# [Description of the task]
Set down all the data again. Change nothing.

Collected data entries:

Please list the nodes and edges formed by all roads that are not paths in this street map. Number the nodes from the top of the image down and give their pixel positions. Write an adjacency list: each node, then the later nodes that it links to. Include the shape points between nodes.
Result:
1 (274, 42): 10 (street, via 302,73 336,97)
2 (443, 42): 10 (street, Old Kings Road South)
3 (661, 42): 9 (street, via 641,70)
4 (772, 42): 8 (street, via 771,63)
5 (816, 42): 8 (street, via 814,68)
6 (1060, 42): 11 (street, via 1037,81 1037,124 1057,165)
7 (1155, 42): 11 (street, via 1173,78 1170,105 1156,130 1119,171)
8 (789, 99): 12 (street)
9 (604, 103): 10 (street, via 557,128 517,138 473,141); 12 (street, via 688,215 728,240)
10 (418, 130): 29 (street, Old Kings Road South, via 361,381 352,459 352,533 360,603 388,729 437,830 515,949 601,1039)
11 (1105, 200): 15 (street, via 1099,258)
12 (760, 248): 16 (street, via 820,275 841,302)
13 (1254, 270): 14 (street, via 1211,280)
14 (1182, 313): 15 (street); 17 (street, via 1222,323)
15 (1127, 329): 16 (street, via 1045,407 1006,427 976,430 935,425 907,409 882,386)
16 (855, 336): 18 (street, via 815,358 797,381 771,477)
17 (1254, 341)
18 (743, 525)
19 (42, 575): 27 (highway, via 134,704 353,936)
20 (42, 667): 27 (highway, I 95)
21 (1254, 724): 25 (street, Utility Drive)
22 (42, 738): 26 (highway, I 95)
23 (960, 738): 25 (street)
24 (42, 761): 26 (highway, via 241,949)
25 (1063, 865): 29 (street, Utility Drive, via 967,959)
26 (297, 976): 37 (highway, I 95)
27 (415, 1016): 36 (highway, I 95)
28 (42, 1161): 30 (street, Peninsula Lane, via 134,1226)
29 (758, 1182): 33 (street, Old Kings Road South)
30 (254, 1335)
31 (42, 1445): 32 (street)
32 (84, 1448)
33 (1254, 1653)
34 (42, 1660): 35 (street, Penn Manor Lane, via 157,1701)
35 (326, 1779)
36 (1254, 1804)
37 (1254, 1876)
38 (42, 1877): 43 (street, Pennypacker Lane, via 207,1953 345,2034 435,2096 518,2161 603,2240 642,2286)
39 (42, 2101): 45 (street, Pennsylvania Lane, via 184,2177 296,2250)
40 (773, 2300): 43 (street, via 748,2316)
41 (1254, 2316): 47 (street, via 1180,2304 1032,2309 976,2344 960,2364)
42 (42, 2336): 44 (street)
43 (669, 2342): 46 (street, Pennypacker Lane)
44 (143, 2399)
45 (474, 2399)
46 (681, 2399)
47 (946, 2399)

# [Answer section]
Please list the nodes and edges formed by all roads that are not paths in this street map. Number the nodes from the top of the image down and give their pixel positions. Write an adjacency list: each node, then the later nodes that it links to. Include the shape points between nodes.
Result:
1 (274, 42): 10 (street, via 302,73 336,97)
2 (443, 42): 10 (street, Old Kings Road South)
3 (661, 42): 9 (street, via 641,70)
4 (772, 42): 8 (street, via 771,63)
5 (816, 42): 8 (street, via 814,68)
6 (1060, 42): 11 (street, via 1037,81 1037,124 1057,165)
7 (1155, 42): 11 (street, via 1173,78 1170,105 1156,130 1119,171)
8 (789, 99): 12 (street)
9 (604, 103): 10 (street, via 557,128 517,138 473,141); 12 (street, via 688,215 728,240)
10 (418, 130): 29 (street, Old Kings Road South, via 361,381 352,459 352,533 360,603 388,729 437,830 515,949 601,1039)
11 (1105, 200): 15 (street, via 1099,258)
12 (760, 248): 16 (street, via 820,275 841,302)
13 (1254, 270): 14 (street, via 1211,280)
14 (1182, 313): 15 (street); 17 (street, via 1222,323)
15 (1127, 329): 16 (street, via 1045,407 1006,427 976,430 935,425 907,409 882,386)
16 (855, 336): 18 (street, via 815,358 797,381 771,477)
17 (1254, 341)
18 (743, 525)
19 (42, 575): 27 (highway, via 134,704 353,936)
20 (42, 667): 27 (highway, I 95)
21 (1254, 724): 25 (street, Utility Drive)
22 (42, 738): 26 (highway, I 95)
23 (960, 738): 25 (street)
24 (42, 761): 26 (highway, via 241,949)
25 (1063, 865): 29 (street, Utility Drive, via 967,959)
26 (297, 976): 37 (highway, I 95)
27 (415, 1016): 36 (highway, I 95)
28 (42, 1161): 30 (street, Peninsula Lane, via 134,1226)
29 (758, 1182): 33 (street, Old Kings Road South)
30 (254, 1335)
31 (42, 1445): 32 (street)
32 (84, 1448)
33 (1254, 1653)
34 (42, 1660): 35 (street, Penn Manor Lane, via 157,1701)
35 (326, 1779)
36 (1254, 1804)
37 (1254, 1876)
38 (42, 1877): 43 (street, Pennypacker Lane, via 207,1953 345,2034 435,2096 518,2161 603,2240 642,2286)
39 (42, 2101): 45 (street, Pennsylvania Lane, via 184,2177 296,2250)
40 (773, 2300): 43 (street, via 748,2316)
41 (1254, 2316): 47 (street, via 1180,2304 1032,2309 976,2344 960,2364)
42 (42, 2336): 44 (street)
43 (669, 2342): 46 (street, Pennypacker Lane)
44 (143, 2399)
45 (474, 2399)
46 (681, 2399)
47 (946, 2399)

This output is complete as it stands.